2. Identifying different types of problem

With any mathematical task or problem you set your pupils, there are ‘deep’ features – features that define the nature of the task, and strategies that might help solve it.

Almost all mathematics problems have these deep features, overlaid with a particular set of superficial features. As a teacher, you have to help your pupils understand that once they have recognised the superficial features, changing them does not have any effect on how we solve the problem. The strategies for solving a problem remain the same. (See Resource 2: Ways to help pupils solve problems.)

Case Study 2: The essence of the problem

Amma wrote this problem on the board:

In one family, there are two children: Charles is 8 and Osei is 4. What is the mean age of the children?

Some pupils immediately wanted to answer the question, but Amma told them that before they worked out the answer, she wanted them to look very closely at the question – at what kind of a question it was. Was there anything there she could change that would not alter the sum?

Some pupils realised that they could change the children’s names without changing the sum. Amma congratulated them.

She drew a simple sum on the board (1+1=2) and then said, ‘If I change the numbers here,’ (writing 2+5=7) ‘it is not the same sum, but it is still the same kind of sum. On our question about the mean, what could we change, but still have the same kind of sum?’

Some pupils suggested they could change the ages of the pupils as well as the names.

Then Amma asked, ‘Would it be a different kind of sum if we talked about cows instead?’

They kept talking in this way, until they realised that they could change the thing being considered, the number and the property of these things being counted, all without changing the kind of sum being done.

The pupils then began writing and answering as many different examples of this kind of sum as they could imagine.

Activity 2: What can change, what must stay the same?
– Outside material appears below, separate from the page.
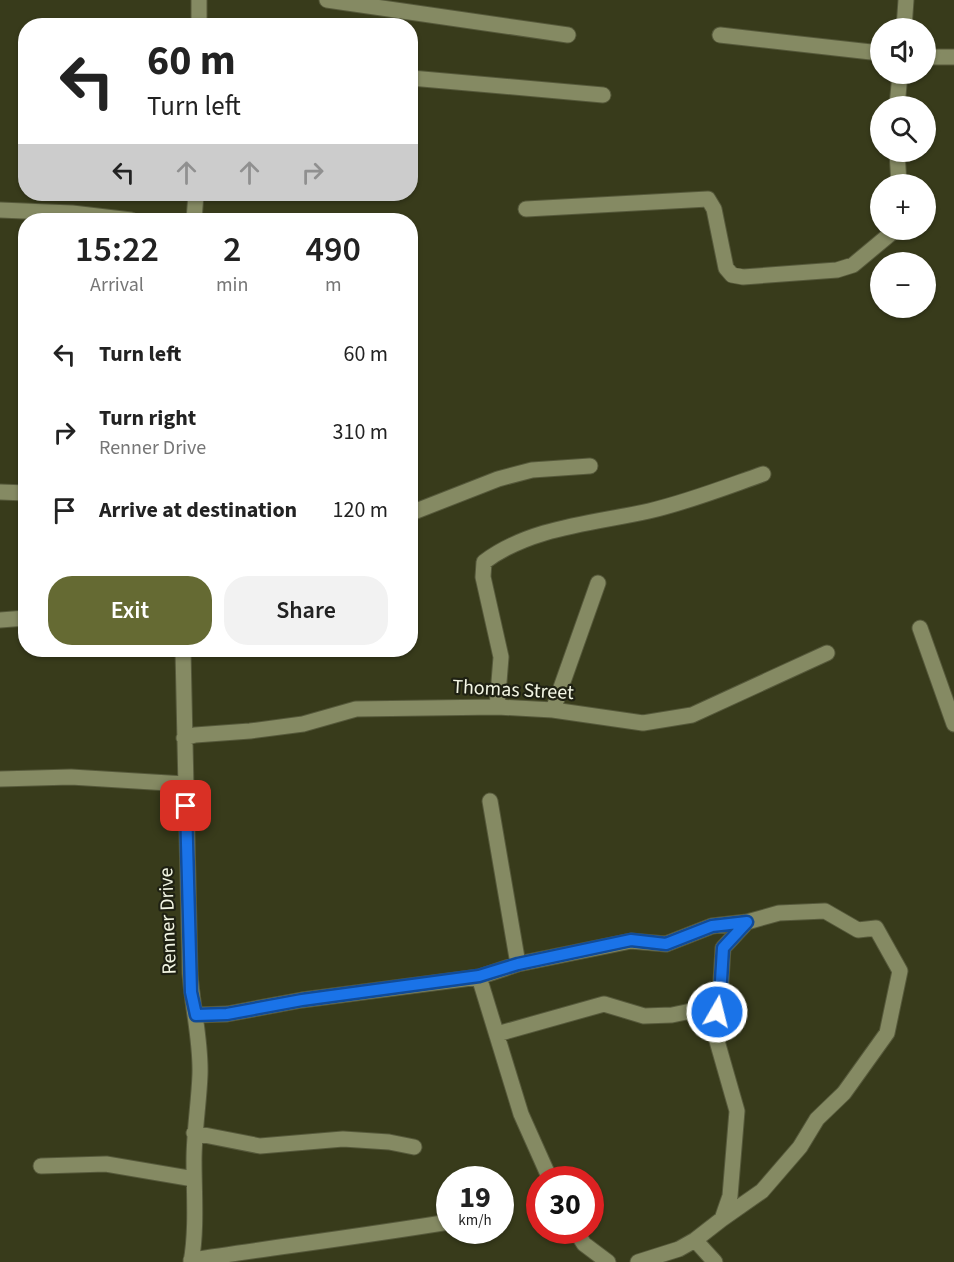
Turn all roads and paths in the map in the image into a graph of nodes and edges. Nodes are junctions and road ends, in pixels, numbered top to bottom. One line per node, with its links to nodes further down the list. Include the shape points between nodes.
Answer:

Try this activity yourself first.

  • Write the following question on your chalkboard: Mr Ogunlade is building a cement block wall along one side of his land to keep the goats out. He makes the wall 10 blocks high and 20 blocks long. How many blocks will he need in total?
  • Ask your class to solve the problem.
  • Check their answer.
  • Next, ask your pupils in groups of four or five to discuss together the answer and what can be changed about the problem, yet still leave it essentially the same so it can be solved in the same way.
  • Ask the groups to make up another example, essentially the same, so that the basic task is not changed.
  • Swap their problem with another group and work out the answer.
  • Do they have to solve this new problem in the same way?